Et ils montent, et il la laisse évoluer dans l’appartement aussi simplement qu’il l’a laissée lui dérober son t-shirt. Par habitude, par nervosité, il prépare du café qu’il n’enclenchera même pas dans la machine, il fait que compter les grammes, peser les grains. Il est ailleurs Matt, il tente de se ramener en bousillant ses mesures et en se trouvant idiot de dégainer le Chemex plutôt que la french press. Quand la douche arrête de couler, il se fait violence pour ne pas de suite détourner la tête et tenter de l’apercevoir dans le couloir, même s’il sait qu’elle approche, même si sa silhouette tellement légère qu’elle ne fait aucun bruit n’arrive pas à passer sous silence pour lui. Et elle finit par apparaître dans l’angle. Elle dans son t-shirt, elle qui cherche sans vraiment chercher. Elle qui est restée.
Il sait pas trop pourquoi il a attendu aussi longtemps, mais dès qu’elle est assez proche pour qu’à peine un pas les sépare, il la prend dans ses bras Matt. Il y va doucement, il lui laisse de l’air le temps de passer ses bras autour de sa taille, de poser sa joue sur la sienne. « T’as froid? » qu’il murmure à son oreille, lui qui a essayé tellement fort de tuer tous les sous-entendus de sa question d’idiot, lui qui essaie de ne pas s’inquiéter pour elle parce qu’il sait qu’elle fait de son mieux, qu’elle tente du moins, qu’elle sait survivre, qu’elle est passée maître dans l’art de. « Et c’est pas une manœuvre de con pour te tripoter.
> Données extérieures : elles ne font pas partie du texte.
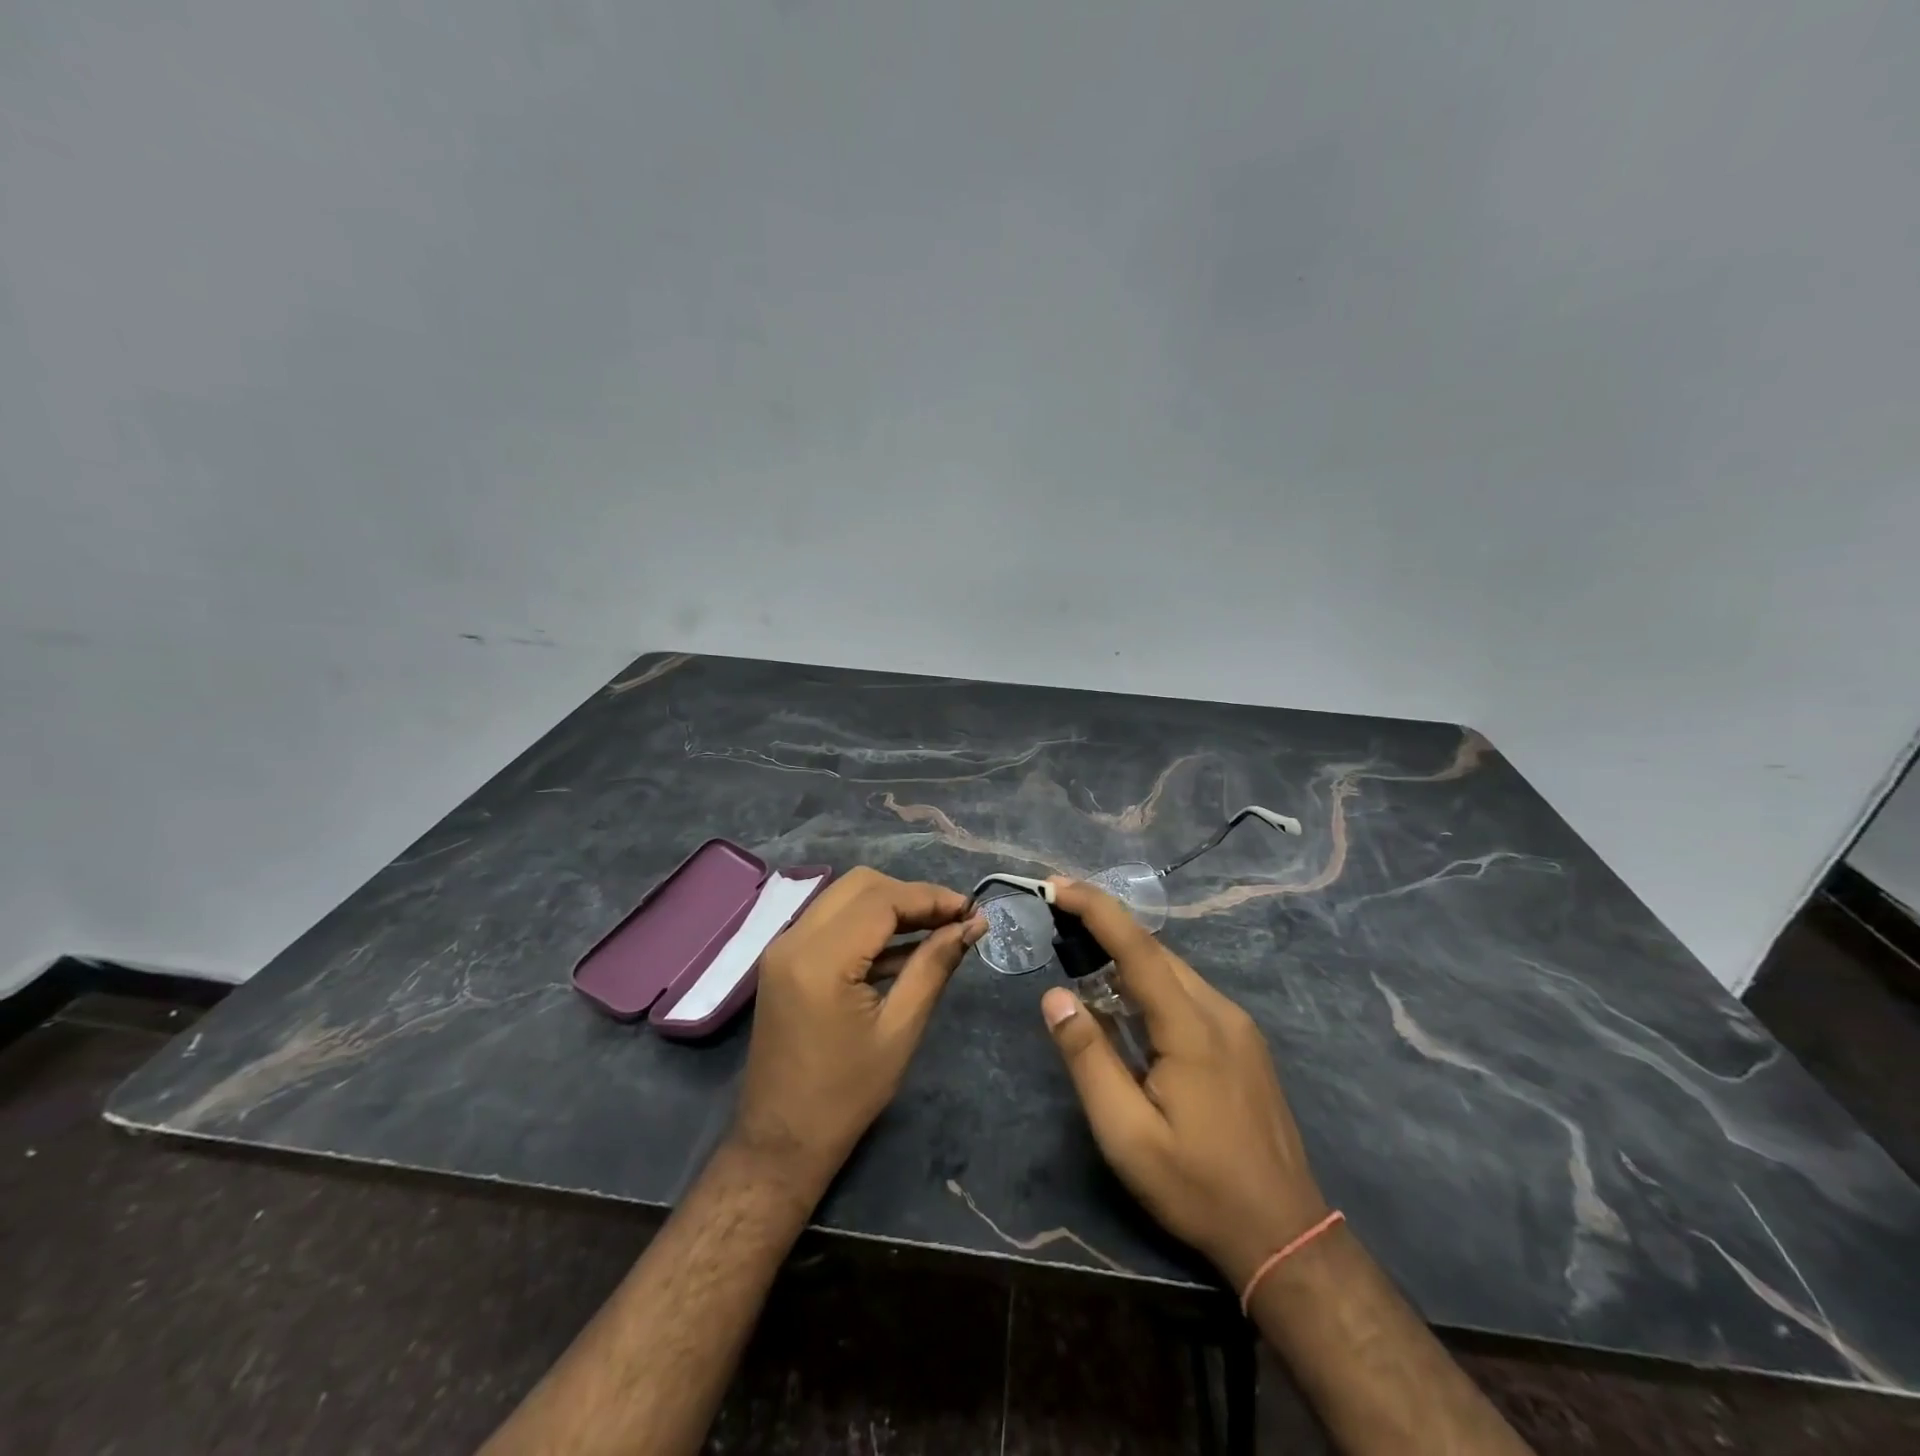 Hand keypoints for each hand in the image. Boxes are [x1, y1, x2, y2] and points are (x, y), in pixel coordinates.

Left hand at [730, 867, 984, 1195]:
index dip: (931, 897)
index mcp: (821, 959)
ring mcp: (783, 947)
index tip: (971, 909)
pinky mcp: (784, 960)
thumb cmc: (847, 1094)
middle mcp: (794, 939)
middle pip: (861, 885)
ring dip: (890, 905)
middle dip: (911, 895)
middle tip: (953, 919)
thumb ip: (934, 967)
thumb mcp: (900, 1030)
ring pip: (844, 897)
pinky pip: (831, 922)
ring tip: (937, 928)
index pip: (882, 899)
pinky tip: (905, 947)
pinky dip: (867, 924)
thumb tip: (972, 924)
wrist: (781, 1140)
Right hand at [1039, 878, 1328, 1288]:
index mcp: (1191, 1027)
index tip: (1057, 885)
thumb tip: (1054, 995)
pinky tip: (1128, 1007)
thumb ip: (1089, 1058)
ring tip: (1083, 957)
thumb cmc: (1197, 1187)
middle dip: (1106, 926)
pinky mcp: (1244, 1043)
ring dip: (1127, 957)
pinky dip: (1151, 983)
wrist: (1285, 1235)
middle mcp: (1220, 1011)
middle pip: (1156, 952)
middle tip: (1058, 917)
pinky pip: (1189, 994)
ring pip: (1174, 971)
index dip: (1096, 909)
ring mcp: (1238, 1026)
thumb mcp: (1126, 1134)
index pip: (1137, 947) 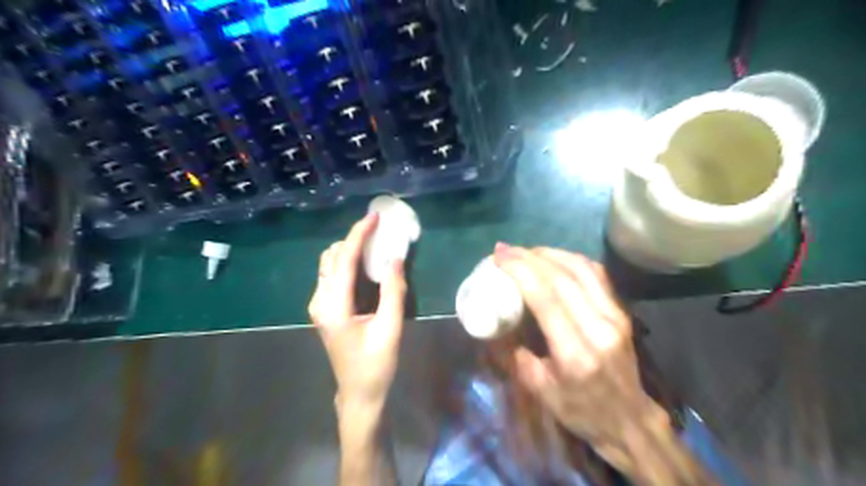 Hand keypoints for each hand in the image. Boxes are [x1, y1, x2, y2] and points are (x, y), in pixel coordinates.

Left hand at [310, 213, 408, 406]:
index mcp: (334, 306)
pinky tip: (365, 264)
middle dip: (354, 239)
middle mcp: (320, 301)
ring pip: (329, 265)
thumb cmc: (376, 365)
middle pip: (332, 257)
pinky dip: (347, 262)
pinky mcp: (325, 309)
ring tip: (374, 243)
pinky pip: (332, 275)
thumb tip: (395, 258)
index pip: (345, 260)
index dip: (359, 235)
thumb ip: (393, 291)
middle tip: (379, 230)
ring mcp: (319, 305)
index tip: (374, 217)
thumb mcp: (390, 328)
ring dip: (349, 249)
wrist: (359, 394)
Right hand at [491, 246, 663, 455]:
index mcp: (575, 352)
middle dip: (529, 257)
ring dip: (550, 253)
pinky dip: (571, 259)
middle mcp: (598, 327)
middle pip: (562, 277)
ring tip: (525, 251)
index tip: (499, 257)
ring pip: (581, 269)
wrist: (629, 420)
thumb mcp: (539, 390)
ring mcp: (615, 316)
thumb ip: (516, 355)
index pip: (546, 297)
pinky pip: (596, 274)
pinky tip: (554, 257)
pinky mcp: (621, 311)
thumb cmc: (580, 409)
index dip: (520, 270)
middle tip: (505, 249)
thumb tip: (498, 323) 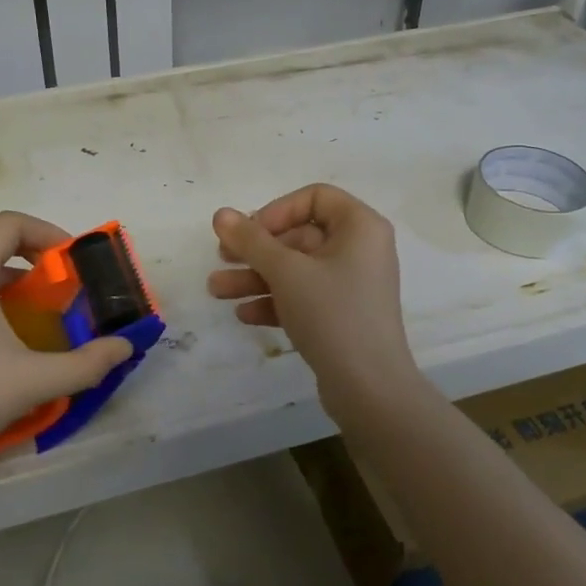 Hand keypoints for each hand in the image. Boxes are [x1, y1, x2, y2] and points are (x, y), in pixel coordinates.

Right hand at [207, 184, 415, 398]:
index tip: (250, 233)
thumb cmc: (332, 314)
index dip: (277, 210)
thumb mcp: (285, 272)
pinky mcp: (343, 315)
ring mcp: (352, 284)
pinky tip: (244, 315)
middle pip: (299, 235)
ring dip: (256, 277)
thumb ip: (251, 240)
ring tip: (216, 290)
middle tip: (221, 258)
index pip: (315, 197)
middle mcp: (360, 250)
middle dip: (256, 249)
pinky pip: (304, 296)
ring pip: (296, 269)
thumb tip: (221, 214)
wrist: (369, 389)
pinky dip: (275, 300)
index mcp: (360, 227)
C’est une vraie question. » qu’il précise, quand il resserre l’étreinte, quand il est trop attentif, quand il essaie de repérer si elle frissonne vraiment, ou si c’est lui qui tremble de l’avoir dans ses bras depuis aussi longtemps. Il nie Matt, il fait dans l’humour de merde, il inspire aussi, une nouvelle fois. Son shampooing à lui sur ses cheveux à elle. « Viens dormir, Allie. » et il se détache, la regarde une dernière fois au vol, avant d’enlacer ses doigts aux siens et d’entamer un mouvement vers son lit. Avec lui.
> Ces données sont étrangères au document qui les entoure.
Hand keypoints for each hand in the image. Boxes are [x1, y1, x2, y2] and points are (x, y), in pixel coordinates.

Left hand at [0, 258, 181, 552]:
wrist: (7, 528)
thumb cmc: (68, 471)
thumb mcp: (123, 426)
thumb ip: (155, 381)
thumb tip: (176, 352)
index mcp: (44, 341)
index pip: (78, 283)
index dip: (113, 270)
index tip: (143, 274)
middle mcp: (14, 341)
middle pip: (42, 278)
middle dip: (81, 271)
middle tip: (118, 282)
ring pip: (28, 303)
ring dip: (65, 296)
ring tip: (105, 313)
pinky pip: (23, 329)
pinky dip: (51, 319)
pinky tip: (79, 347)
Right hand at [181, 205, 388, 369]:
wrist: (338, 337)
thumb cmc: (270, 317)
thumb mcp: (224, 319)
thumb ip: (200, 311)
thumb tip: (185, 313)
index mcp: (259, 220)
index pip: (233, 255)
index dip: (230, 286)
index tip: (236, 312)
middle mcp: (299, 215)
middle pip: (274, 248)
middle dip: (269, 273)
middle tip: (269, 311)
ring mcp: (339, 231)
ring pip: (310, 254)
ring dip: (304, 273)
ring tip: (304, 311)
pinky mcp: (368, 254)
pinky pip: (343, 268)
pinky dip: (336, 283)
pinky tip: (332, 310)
Elle finit par le retrouver entouré de ses joujoux caféinés. Un paquet de grains de café dans une main, une cuillère à mesurer dans l’autre. Elle observe le chimiste gastronomique, un sourire en coin narquois étire ses lippes. Puis, il daigne enfin se rapprocher, la rancune persistant encore qu’il ait préféré se poster à la porte de son affaire quand elle se remplissait l’estomac, des minutes plus tôt. Il la reprend dans ses bras, elle soupire doucement, de bien-être comme d’exaspération. Il y a trop de sentiments qui l’envahissent. Il y a trop d’histoire, entre eux. « T’as froid? » Qu’il murmure à son oreille. Le corps de l’homme réchauffe celui de l’invitée, sa main se perd dans son dos, elle peine à l’ôter, affectionnant bien trop cette douce sensation. « Et c’est pas une manœuvre de con pour te tripoter. C’est une vraie question. » Ce serait presque elle qui le tripote, elle pense. Ses ongles glissent le long de son dos, y tracent des sillons, caressent sa chaire distraitement. « J’ai le cuir dur. » Il resserre l’étreinte et en sentant une once de trop de besoin, elle se défait doucement de cette bulle invoquant la nostalgie. Elle refuse qu’il s’attache trop, elle ne peut pas lui donner ce qu’il convoite. Elle ne veut pas se sentir redevable ou s’emprisonner dans les filets d’une envie de tout lui offrir quand elle n’en a pas les moyens. « Je connais tes manœuvres de con. » Elle rappelle, impétueuse.
« Matt... » Elle commence, la sincérité la titille, lui donne envie de faire gerber des mots francs sur son hôte exténuée. « Viens dormir, Allie. » Elle accepte d’un signe de tête et le suit jusque dans son lit. Le matelas mou lui fait presque mal aux hanches, elle a perdu l’habitude de se sentir comme sur un nuage. Matt attire le drap sur eux, elle tire sur son bras pour y caler sa tête, se loger contre son buste, son front contre ses lèvres. Ses doigts arpentent son torse délicatement, y dessinent les formes de son imaginaire. « Ronfle pas trop fort, papi. » Elle ordonne sur un ton plaisantin en tapotant contre son coeur. Mais en vérité, elle est sûre qu’elle s’est endormie avant lui.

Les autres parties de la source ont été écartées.